Hande Baladın
Bara girdiğimizde kulağıma gelen gülme seysiyle sağıma döndüm Ebrar ve Zehra bir masada sohbet ediyorlardı. Nasıl bu kadar mutlu ve neşeli olabiliyordu. Yaşanan onca şeyden sonra bu durum bir tek benim için mi bu kadar zordu.
" Hande hadisene."
Simgenin sesiyle ona döndüm Berkay eniştem de bize katılmıştı.
" Ben ayrı bir masada takılsam sizin için bir problem olur mu." Berkay hayır anlamında kafasını salladı.
" Neden sorun ne."
Simge'ye gülerek sohbet eden Zehra ve Ebrarı işaret ettim.
" Biraz modum düştü de sizin keyfinizde kaçmasın şimdi biraz yalnız kalmak bana daha iyi gelecek."
" İstersen odaya çıkalım." Elimi omzuna koydum.
" Buraya beni avutmaya gelmedin Simge tatile geldin. Hem iyiyim sadece biraz modum düştü toparlayınca size katılırım merak etme."
" Tamam bekliyorum bak."
Kafamı sallayıp Ebrar ve Zehranın arkasında kalan bir masaya geçtim. Zehra beni görüyordu Ebrar'ın ise arkası dönük kalıyordu. Zehranın gözleri beni bulduğunda kafasını çevirmedi. Gözlerini kaçıran ben olmuştum, suçlu olan oydu ama gözlerine bakmayan bendim. Ben düşüncelerimle boğuşurken masama konan içki bardağıyla başımı kaldırdım. Kıvırcık saçlı kız bardağı önüme doğru itti ve kendi içkisinden bir yudum aldı. Alımlı bir kadındı ela gözleri insanı hemen kendine çekiyordu. Sanırım beni tanımıyordu imza ve ya fotoğraf istememişti tek isteği içki ısmarlamak gibi de durmuyordu.

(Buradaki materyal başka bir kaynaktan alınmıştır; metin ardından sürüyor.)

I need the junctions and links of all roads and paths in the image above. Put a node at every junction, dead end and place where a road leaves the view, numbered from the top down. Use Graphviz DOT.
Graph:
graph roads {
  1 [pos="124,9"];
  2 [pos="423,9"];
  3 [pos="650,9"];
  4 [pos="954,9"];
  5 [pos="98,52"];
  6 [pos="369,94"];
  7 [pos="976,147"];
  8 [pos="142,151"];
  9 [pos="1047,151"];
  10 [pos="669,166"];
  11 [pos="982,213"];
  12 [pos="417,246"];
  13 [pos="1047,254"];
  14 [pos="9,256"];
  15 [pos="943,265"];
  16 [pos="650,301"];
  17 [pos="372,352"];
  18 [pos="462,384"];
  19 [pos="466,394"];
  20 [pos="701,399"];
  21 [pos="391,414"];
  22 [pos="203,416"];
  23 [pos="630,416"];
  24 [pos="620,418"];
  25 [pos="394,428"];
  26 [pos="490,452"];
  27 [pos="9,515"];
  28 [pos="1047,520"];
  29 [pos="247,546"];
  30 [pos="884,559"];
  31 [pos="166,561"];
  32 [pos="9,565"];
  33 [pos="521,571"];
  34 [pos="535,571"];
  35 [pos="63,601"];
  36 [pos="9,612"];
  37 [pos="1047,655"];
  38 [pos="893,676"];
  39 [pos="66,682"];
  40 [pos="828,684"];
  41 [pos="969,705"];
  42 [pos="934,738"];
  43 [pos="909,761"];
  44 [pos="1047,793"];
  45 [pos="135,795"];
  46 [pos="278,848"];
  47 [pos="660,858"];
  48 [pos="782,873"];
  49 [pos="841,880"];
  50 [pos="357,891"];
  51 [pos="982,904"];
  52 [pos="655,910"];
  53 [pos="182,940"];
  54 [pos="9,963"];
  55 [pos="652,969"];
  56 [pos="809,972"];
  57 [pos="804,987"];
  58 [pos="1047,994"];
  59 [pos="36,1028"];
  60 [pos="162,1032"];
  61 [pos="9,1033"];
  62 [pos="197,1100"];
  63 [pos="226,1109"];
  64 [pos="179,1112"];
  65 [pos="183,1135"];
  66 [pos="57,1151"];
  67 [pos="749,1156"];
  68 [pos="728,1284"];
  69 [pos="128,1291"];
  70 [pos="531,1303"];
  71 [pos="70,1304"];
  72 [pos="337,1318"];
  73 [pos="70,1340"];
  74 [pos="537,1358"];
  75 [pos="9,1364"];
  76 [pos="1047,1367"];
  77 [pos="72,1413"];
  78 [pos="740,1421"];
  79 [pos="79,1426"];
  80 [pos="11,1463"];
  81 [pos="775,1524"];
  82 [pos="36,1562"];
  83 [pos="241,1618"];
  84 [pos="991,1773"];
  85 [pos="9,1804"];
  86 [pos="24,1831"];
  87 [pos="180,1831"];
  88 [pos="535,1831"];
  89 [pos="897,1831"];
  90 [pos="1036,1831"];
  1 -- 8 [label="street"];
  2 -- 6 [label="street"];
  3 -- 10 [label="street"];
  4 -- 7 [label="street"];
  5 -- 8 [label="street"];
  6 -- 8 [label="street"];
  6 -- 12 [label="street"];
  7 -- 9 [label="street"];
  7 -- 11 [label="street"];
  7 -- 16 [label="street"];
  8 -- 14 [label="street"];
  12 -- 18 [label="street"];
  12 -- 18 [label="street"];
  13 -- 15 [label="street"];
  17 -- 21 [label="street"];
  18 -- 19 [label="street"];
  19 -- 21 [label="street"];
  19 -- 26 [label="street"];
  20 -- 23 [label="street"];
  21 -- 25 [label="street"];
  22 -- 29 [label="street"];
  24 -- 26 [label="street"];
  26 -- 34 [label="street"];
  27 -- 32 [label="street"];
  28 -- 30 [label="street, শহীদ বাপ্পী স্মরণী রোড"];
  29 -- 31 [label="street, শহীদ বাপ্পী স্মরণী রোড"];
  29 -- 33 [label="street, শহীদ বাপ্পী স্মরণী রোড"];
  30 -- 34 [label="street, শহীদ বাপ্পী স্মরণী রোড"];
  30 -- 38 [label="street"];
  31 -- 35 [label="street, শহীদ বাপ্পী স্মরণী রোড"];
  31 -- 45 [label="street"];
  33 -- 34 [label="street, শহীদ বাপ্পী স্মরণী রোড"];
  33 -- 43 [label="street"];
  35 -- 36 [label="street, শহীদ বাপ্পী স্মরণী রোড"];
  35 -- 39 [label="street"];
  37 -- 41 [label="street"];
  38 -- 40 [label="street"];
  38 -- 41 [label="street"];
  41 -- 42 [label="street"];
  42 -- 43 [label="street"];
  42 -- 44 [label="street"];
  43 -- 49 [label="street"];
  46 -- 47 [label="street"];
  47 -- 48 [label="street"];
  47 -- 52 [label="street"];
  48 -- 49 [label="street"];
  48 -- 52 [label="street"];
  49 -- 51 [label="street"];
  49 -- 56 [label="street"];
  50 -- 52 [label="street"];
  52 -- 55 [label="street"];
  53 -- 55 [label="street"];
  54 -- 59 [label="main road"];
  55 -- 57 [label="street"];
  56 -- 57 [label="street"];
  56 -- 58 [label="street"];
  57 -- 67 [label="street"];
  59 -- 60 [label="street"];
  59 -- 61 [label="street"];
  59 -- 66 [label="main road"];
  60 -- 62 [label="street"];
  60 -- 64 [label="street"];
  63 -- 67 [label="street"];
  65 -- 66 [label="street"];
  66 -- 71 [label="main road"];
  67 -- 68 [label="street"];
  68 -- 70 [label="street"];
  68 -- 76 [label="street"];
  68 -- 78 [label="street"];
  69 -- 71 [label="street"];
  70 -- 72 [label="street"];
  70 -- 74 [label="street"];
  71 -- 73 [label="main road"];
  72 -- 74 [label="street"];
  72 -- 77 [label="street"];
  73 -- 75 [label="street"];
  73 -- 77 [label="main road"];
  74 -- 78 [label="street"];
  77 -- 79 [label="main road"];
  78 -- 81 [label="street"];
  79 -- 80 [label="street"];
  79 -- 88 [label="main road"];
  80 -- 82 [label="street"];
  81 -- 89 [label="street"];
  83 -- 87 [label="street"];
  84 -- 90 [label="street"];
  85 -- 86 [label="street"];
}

" İçsene." Kaşlarım havalandı.
" Teşekkürler içmiyorum."
" Ben getirdiğim için mi yoksa genelde de içmez misin."
" Bu gece içesim yok " Elini uzattı.
" Polen ben."
Uzattığı elini sıkarsam başımı daha çok ağrıtacak gibi duruyordu ama sıkmasam çok büyük kabalık olacaktı. Elini sıkıp yalandan gülümsedim.
* Hande."
" Memnun oldum Hande."
" Ben de."
" Masan boş gibi sana eşlik edecek biri yok galiba, acaba oturmaya devam edebilir miyim."
" Masam boş, ama kafam dolu."
" Oo, bu kibarca uza sevgilim var demek galiba."
" Sevgilim yok."
" Tamam o zaman sorunda yok."
Uzanıp elimi tuttu. Sanırım daha az kibar olmaya çalışmalıydım tuttuğu elimi kendime doğru çektim.
" Sevgilim yok ama hâlâ çok sevdiğim biri var. Şu an hayatımda değil ama düşüncelerimde bile ona ihanet edemem." Bana getirdiği içkiyi tekrar ona doğru ittim.
" Yani içmiyorum teşekkürler."
Ona doğru ittiğim bardağı tekrar bana verdi.
" Çok ısrarcı olmayı sevmem ama lütfen en azından bir bardak eşlik et."
Başımı biraz eğdim elimi alnıma götürüp sıktım artık sinirlenmeye başlıyordum. Bu esnada kırılan bardak sesiyle başımı hızlıca kaldırdım. Kırılan bardak Zehra'nın önündeydi ve doğrudan kıza bakıyordu. Bu neydi şimdi neden gelmişti. Polen sinirle gözlerini Zehra'nın üzerinde gezdirdi.